EXERCISE PROMPT: Output the whole listing with nothing altered.

- Opening Delimiter -

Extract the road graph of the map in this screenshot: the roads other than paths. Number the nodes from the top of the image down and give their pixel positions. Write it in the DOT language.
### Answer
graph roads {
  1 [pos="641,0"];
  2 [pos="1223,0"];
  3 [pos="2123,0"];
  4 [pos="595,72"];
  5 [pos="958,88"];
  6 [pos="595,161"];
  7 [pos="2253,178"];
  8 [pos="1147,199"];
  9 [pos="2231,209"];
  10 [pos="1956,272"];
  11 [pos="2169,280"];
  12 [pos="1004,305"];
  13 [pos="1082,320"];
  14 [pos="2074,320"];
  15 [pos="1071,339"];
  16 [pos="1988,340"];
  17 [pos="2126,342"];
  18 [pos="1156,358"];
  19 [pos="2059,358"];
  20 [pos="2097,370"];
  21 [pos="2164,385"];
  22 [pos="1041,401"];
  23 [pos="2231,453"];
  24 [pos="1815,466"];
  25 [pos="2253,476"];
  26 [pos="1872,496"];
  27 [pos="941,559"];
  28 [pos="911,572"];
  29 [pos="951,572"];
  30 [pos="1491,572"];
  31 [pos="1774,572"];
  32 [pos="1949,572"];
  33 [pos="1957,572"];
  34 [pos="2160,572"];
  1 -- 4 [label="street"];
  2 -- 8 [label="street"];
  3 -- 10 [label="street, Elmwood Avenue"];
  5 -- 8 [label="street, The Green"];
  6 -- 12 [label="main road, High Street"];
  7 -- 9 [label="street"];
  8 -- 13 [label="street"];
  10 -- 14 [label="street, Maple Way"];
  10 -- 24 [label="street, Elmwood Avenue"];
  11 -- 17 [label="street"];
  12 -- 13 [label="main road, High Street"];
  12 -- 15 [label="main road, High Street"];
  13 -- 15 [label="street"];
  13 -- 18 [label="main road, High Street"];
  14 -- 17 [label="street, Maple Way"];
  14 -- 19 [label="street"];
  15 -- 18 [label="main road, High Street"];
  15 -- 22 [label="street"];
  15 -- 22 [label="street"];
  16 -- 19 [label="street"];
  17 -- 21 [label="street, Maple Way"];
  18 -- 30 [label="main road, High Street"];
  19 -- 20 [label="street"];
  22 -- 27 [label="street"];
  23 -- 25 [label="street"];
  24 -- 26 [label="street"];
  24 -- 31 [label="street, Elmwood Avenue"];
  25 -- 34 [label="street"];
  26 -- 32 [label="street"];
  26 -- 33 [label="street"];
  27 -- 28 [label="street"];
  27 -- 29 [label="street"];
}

- Closing Delimiter -

OUTPUT OF THE EXERCISE:
Extract the road graph of the map in this screenshot: the roads other than paths. Number the nodes from the top of the image down and give their pixel positions. Write it in the DOT language.
### Answer
graph roads {
  1 [pos="641,0"];
  2 [pos="1223,0"];
  3 [pos="2123,0"];
  4 [pos="595,72"];
  5 [pos="958,88"];
  6 [pos="595,161"];
  7 [pos="2253,178"];
  8 [pos="1147,199"];
  9 [pos="2231,209"];
  10 [pos="1956,272"];
  11 [pos="2169,280"];
  12 [pos="1004,305"];
  13 [pos="1082,320"];
  14 [pos="2074,320"];
  15 [pos="1071,339"];
  16 [pos="1988,340"];
  17 [pos="2126,342"];
  18 [pos="1156,358"];
  19 [pos="2059,358"];
  20 [pos="2097,370"];
  21 [pos="2164,385"];
  22 [pos="1041,401"];
  23 [pos="2231,453"];
  24 [pos="1815,466"];
  25 [pos="2253,476"];
  26 [pos="1872,496"];
  27 [pos="941,559"];
  28 [pos="911,572"];
  29 [pos="951,572"];
  30 [pos="1491,572"];
  31 [pos="1774,572"];
  32 [pos="1949,572"];
  33 [pos="1957,572"];
  34 [pos="2160,572"];
  1 -- 4 [label="street"];
  2 -- 8 [label="street"];
  3 -- 10 [label="street, Elmwood Avenue"];
  5 -- 8 [label="street, The Green"];
  6 -- 12 [label="main road, High Street"];
  7 -- 9 [label="street"];
  8 -- 13 [label="street"];
  10 -- 14 [label="street, Maple Way"];
  10 -- 24 [label="street, Elmwood Avenue"];
  11 -- 17 [label="street"];
  12 -- 13 [label="main road, High Street"];
  12 -- 15 [label="main road, High Street"];
  13 -- 15 [label="street"];
  13 -- 18 [label="main road, High Street"];
  14 -- 17 [label="street, Maple Way"];
  14 -- 19 [label="street"];
  15 -- 18 [label="main road, High Street"];
  15 -- 22 [label="street"];
  15 -- 22 [label="street"];
  16 -- 19 [label="street"];
  17 -- 21 [label="street, Maple Way"];
  18 -- 30 [label="main road, High Street"];
  19 -- 20 [label="street"];
  22 -- 27 [label="street"];
  23 -- 25 [label="street"];
  24 -- 26 [label="street"];
  24 -- 31 [label="street, Elmwood Avenue"];
  25 -- 34 [label="street"];
  26 -- 32 [label="street"];
  26 -- 33 [label="street"];
  27 -- 28 [label="street"];
  27 -- 29 [label="street"];
}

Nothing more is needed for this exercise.